*PROBLEM REQUIREMENTS:* Every line below that contains the word "Bulvarı" must be copied.

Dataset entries
--------------------------------------------------
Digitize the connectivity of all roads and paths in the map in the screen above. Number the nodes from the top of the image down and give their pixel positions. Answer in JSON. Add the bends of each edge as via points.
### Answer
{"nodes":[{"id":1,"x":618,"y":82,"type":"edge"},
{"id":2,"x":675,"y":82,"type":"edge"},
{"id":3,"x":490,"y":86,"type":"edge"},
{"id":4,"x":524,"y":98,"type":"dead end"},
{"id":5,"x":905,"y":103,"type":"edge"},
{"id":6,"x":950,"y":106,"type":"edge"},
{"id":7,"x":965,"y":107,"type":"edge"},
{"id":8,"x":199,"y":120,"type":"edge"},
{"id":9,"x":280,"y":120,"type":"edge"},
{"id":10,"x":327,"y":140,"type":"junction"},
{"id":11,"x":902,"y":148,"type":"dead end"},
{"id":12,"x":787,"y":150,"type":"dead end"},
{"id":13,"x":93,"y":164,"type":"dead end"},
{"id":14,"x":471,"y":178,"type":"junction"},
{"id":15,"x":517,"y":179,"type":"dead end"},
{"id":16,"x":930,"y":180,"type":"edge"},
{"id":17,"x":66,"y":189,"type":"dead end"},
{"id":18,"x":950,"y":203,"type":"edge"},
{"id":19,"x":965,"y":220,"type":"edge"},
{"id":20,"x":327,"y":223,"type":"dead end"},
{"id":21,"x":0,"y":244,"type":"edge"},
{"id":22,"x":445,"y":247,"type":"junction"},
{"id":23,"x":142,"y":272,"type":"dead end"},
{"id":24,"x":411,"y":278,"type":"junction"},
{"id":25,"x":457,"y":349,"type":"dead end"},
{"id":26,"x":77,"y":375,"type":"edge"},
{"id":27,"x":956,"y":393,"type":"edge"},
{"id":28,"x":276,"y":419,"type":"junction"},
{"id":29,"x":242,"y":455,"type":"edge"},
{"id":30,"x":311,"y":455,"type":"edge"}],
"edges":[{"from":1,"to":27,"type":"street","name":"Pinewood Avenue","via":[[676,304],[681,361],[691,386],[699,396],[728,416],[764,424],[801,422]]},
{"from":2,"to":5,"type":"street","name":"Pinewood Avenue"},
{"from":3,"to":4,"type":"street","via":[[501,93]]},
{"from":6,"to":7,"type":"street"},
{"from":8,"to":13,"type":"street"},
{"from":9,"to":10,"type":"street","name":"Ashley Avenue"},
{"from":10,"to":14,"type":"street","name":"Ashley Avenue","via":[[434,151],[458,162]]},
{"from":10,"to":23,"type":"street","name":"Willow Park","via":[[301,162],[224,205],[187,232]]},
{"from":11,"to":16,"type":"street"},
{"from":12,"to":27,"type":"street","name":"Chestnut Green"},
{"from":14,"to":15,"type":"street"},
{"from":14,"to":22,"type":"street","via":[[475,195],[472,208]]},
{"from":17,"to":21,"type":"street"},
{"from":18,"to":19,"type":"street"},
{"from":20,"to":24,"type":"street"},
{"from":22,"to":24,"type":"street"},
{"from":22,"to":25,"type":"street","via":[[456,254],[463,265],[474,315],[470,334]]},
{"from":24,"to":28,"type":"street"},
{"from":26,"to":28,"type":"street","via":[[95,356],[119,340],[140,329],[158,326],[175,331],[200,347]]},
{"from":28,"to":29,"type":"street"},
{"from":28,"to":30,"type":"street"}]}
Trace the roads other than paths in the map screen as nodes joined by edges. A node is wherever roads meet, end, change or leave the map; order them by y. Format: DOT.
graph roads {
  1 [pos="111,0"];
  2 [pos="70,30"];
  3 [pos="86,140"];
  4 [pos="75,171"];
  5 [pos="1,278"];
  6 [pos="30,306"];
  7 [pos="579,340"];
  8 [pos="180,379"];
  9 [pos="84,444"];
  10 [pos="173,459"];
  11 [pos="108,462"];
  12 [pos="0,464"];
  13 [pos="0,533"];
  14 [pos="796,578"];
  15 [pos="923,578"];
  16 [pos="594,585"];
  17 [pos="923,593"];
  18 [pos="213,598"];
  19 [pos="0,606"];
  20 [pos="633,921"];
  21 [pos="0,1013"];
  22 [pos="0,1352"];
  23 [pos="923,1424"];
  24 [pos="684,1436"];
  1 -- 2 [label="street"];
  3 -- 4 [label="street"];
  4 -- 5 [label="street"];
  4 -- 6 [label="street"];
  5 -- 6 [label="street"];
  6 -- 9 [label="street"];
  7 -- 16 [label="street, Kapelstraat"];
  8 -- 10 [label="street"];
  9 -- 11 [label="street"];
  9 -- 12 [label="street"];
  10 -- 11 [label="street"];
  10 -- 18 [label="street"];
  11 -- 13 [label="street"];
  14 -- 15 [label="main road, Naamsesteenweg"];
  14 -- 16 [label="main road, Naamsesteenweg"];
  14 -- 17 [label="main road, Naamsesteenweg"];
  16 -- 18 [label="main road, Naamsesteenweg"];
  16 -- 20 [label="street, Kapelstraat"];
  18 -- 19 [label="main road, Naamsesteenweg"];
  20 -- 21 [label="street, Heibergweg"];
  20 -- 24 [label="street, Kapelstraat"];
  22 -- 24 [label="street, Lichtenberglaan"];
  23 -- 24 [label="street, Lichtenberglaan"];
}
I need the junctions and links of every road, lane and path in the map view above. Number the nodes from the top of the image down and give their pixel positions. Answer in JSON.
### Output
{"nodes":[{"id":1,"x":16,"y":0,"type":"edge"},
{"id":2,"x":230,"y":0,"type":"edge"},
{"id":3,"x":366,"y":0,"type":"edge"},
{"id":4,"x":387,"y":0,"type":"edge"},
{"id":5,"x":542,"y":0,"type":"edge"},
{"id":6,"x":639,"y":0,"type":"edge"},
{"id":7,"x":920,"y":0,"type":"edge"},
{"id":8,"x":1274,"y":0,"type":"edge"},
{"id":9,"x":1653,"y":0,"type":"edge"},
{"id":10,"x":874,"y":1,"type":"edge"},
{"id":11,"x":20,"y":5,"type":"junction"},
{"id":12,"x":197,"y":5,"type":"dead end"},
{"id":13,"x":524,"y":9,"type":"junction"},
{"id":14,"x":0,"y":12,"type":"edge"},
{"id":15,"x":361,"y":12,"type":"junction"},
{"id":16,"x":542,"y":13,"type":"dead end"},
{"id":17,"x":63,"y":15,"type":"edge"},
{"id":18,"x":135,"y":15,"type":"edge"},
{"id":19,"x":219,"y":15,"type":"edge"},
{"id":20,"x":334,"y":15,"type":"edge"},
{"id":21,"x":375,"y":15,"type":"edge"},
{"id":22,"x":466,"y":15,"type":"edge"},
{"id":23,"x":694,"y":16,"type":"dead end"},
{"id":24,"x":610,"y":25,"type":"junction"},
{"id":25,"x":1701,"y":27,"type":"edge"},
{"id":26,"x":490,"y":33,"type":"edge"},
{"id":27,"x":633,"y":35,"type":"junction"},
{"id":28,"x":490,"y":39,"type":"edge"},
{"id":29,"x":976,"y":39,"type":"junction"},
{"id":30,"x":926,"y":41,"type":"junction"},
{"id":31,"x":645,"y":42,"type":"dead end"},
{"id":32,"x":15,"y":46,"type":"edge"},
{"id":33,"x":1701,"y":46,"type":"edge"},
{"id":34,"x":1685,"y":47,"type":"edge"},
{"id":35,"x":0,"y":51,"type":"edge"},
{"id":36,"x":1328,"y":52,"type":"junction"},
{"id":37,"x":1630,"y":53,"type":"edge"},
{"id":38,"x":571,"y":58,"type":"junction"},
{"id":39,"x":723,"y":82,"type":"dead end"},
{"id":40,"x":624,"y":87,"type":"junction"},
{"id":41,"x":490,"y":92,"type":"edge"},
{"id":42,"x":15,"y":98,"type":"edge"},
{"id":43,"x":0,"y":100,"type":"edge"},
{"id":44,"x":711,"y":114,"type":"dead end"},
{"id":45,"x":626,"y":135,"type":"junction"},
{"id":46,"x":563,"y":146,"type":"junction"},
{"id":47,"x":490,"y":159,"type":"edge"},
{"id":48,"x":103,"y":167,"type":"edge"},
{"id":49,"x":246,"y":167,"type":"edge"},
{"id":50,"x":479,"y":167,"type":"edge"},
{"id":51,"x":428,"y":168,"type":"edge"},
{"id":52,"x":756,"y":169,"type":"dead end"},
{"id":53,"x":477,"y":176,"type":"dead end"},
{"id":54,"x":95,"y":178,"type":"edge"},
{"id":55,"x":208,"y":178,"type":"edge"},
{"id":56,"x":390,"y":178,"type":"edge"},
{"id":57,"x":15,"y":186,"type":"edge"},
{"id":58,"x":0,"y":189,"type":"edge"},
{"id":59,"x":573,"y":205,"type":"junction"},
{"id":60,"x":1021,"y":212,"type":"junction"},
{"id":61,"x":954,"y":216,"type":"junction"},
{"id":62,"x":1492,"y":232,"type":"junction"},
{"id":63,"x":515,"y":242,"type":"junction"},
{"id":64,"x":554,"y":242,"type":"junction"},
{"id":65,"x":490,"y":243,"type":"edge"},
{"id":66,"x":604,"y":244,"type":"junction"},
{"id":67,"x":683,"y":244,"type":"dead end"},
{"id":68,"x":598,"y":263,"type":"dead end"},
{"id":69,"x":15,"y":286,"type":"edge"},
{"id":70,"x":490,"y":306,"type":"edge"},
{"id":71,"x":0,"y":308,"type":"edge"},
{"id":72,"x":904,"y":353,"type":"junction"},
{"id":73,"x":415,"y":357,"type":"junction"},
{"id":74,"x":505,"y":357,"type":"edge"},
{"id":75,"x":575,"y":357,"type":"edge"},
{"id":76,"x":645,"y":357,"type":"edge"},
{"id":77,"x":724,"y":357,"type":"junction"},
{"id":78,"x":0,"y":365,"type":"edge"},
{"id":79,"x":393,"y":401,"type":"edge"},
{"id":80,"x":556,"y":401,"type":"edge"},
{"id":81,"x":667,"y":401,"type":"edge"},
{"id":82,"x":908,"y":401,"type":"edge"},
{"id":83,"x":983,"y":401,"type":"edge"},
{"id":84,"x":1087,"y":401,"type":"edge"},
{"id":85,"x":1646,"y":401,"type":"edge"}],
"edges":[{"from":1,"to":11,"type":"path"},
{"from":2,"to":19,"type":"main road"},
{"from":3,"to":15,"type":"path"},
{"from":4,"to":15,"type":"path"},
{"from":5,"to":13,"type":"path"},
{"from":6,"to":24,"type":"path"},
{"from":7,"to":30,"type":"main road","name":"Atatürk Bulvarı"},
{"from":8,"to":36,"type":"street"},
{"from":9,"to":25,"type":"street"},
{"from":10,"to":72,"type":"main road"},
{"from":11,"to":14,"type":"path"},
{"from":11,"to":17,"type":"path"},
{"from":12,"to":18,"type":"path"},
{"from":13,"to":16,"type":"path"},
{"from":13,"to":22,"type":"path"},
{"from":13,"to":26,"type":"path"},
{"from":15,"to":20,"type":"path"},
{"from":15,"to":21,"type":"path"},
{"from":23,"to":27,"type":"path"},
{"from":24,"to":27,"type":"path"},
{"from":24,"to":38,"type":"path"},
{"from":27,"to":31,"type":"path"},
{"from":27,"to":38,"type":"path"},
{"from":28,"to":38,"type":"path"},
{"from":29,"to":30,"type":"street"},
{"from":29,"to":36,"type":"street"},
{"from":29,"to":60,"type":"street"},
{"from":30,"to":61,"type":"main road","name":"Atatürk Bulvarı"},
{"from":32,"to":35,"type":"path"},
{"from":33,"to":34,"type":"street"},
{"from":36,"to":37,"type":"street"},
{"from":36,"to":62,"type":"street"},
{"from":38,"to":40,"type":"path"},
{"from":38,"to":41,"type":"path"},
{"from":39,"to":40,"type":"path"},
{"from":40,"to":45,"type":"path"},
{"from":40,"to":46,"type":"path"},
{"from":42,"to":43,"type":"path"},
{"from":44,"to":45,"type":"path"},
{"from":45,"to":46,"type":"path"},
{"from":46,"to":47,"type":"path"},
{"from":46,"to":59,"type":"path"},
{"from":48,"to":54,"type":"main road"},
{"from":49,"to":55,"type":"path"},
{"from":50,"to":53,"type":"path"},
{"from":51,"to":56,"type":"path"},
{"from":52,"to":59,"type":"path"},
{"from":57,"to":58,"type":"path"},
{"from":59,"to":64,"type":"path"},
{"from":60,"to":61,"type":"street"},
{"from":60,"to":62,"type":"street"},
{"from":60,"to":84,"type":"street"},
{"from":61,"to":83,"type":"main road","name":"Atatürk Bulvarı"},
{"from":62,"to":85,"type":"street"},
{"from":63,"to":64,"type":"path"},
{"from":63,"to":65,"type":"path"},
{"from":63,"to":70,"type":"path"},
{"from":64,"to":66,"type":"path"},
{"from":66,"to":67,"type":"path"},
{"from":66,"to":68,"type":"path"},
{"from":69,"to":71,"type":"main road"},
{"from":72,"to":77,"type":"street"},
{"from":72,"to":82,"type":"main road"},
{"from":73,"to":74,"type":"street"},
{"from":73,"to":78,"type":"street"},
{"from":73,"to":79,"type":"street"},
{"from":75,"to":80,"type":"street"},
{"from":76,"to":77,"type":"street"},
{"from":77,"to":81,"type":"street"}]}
--------------------------------------------------
*RESPONSE BOX:*
{"from":7,"to":30,"type":"main road","name":"Atatürk Bulvarı"},
{"from":30,"to":61,"type":"main road","name":"Atatürk Bulvarı"},
{"from":61,"to":83,"type":"main road","name":"Atatürk Bulvarı"},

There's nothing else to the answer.